Task requirements
These entries must be printed again exactly as they are.

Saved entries

****

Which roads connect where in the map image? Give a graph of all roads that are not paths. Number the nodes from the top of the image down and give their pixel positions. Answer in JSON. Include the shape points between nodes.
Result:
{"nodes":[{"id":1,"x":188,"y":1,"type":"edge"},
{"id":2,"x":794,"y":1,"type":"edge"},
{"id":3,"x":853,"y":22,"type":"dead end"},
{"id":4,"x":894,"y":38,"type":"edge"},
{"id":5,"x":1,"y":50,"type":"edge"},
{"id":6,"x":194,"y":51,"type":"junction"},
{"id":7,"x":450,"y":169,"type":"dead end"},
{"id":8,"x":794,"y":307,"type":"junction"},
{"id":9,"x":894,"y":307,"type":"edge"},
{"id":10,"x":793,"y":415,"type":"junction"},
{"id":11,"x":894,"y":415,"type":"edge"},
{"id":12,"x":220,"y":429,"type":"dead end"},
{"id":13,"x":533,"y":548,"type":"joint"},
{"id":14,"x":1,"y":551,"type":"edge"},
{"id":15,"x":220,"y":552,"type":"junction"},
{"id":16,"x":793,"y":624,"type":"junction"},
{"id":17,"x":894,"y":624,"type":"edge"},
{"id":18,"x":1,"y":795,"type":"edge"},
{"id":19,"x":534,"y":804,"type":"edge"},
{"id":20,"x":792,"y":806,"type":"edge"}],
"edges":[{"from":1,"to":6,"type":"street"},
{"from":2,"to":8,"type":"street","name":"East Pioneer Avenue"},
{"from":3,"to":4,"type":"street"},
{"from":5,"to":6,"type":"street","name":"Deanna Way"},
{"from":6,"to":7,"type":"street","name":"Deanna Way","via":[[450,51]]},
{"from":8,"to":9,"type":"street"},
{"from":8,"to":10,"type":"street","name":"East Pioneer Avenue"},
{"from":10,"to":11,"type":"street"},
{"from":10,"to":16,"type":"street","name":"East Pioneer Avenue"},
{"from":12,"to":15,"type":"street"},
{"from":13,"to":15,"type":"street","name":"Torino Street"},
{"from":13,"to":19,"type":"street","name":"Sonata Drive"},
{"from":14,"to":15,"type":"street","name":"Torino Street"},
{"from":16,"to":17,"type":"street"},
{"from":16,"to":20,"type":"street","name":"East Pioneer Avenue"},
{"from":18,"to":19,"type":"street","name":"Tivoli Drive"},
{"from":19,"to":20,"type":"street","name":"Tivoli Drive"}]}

****

Worked solution
Which roads connect where in the map image? Give a graph of all roads that are not paths. Number the nodes from the top of the image down and give their pixel positions. Answer in JSON. Include the shape points between nodes.
Result:
{"nodes":[{"id":1,"x":188,"y":1,"type":"edge"},
{"id":2,"x":794,"y":1,"type":"edge"},
{"id":3,"x":853,"y":22,"type":"dead end"},
{"id":4,"x":894,"y":38,"type":"edge"},
{"id":5,"x":1,"y":50,"type":"edge"},
{"id":6,"x":194,"y":51,"type":"junction"},
{"id":7,"x":450,"y":169,"type":"dead end"},
{"id":8,"x":794,"y":307,"type":"junction"},
{"id":9,"x":894,"y":307,"type":"edge"},
{"id":10,"x":793,"y":415,"type":"junction"},
{"id":11,"x":894,"y":415,"type":"edge"},
{"id":12,"x":220,"y":429,"type":"dead end"},
{"id":13,"x":533,"y":548,"type":"joint"},
{"id":14,"x":1,"y":551,"type":"edge"},
{"id":15,"x":220,"y":552,"type":"junction"},
{"id":16,"x":793,"y":624,"type":"junction"},
{"id":17,"x":894,"y":624,"type":"edge"},
{"id":18,"x":1,"y":795,"type":"edge"},
{"id":19,"x":534,"y":804,"type":"edge"},
{"id":20,"x":792,"y":806,"type":"edge"}],
"edges":[{"from":1,"to":6,"type":"street"},
{"from":2,"to":8,"type":"street","name":"East Pioneer Avenue"},
{"from":3,"to":4,"type":"street"},
{"from":5,"to":6,"type":"street","name":"Deanna Way"},
{"from":6,"to":7,"type":"street","name":"Deanna Way","via":[[450,51]]},
{"from":8,"to":9,"type":"street"},
{"from":8,"to":10,"type":"street","name":"East Pioneer Avenue"},
{"from":10,"to":11,"type":"street"},
{"from":10,"to":16,"type":"street","name":"East Pioneer Avenue"},
{"from":12,"to":15,"type":"street"},
{"from":13,"to":15,"type":"street","name":"Torino Street"},
{"from":13,"to":19,"type":"street","name":"Sonata Drive"},
{"from":14,"to":15,"type":"street","name":"Torino Street"},
{"from":16,"to":17,"type":"street"},
{"from":16,"to":20,"type":"street","name":"East Pioneer Avenue"},
{"from":18,"to":19,"type":"street","name":"Tivoli Drive"},
{"from":19,"to":20,"type":"street","name":"Tivoli Drive"}]}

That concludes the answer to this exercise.